The Initial Mass Function of the Galactic Bulge Down to ~0.15 Msun

Abstract

We present a luminosity function (LF) for lower main sequence stars in the Galactic bulge near (l,b)=(0,-6) to J=24, corresponding to M_J~9.3. This LF is derived from HST + NICMOS observations with the F110W and F160W filters. Our derived mass function (which is not corrected for unseen companions) is the deepest measured to date, and extends to 0.15 M_\odot with a power law slope of alpha=-1.33\pm0.07; a Salpeter mass function would have alpha=-2.35. We also combine our J band LF with previously published data for the evolved stars to produce a LF spanning 15 magnitudes. We show that our derived mass function has negligible dependence on metallicity and adopted bulge distance modulus.

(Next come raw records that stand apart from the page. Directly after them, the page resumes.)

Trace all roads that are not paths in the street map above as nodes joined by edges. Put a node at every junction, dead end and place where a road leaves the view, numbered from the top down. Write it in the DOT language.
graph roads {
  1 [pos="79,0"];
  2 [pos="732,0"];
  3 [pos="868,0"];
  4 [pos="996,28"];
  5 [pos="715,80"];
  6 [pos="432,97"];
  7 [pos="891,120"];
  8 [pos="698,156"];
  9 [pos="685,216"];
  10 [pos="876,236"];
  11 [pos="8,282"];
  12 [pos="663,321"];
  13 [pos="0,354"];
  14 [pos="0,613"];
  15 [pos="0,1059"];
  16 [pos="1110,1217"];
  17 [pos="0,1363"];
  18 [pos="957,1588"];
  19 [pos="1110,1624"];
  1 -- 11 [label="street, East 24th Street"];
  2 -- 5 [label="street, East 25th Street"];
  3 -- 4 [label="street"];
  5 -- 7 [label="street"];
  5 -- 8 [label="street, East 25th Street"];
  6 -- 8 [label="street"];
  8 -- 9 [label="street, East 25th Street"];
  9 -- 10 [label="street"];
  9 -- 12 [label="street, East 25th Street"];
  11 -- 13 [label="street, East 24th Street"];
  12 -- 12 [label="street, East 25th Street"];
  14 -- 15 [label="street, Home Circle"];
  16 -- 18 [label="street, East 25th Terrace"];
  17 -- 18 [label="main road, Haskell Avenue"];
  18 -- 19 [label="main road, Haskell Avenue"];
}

The main sequence locus in the infrared shows a strong change in color at M_J=+5.5 which is well fit by new low mass models that incorporate atmospheres with water and molecular hydrogen opacity. Although shallower than the Salpeter slope, our slope is steeper than has been recently found for the Galactic disk (alpha=-0.8 and alpha=-0.54 from the data of Reid & Gizis, 1997, and Gould et al. 1997, respectively, in the same mass interval). Our mass function also is in good agreement with deep mass functions derived for those globular clusters which are believed to have experienced little or no dynamical evolution. The new mass function may account for the number and duration of bulge microlensing events using normal low mass stars, without requiring an extraordinarily large brown dwarf population.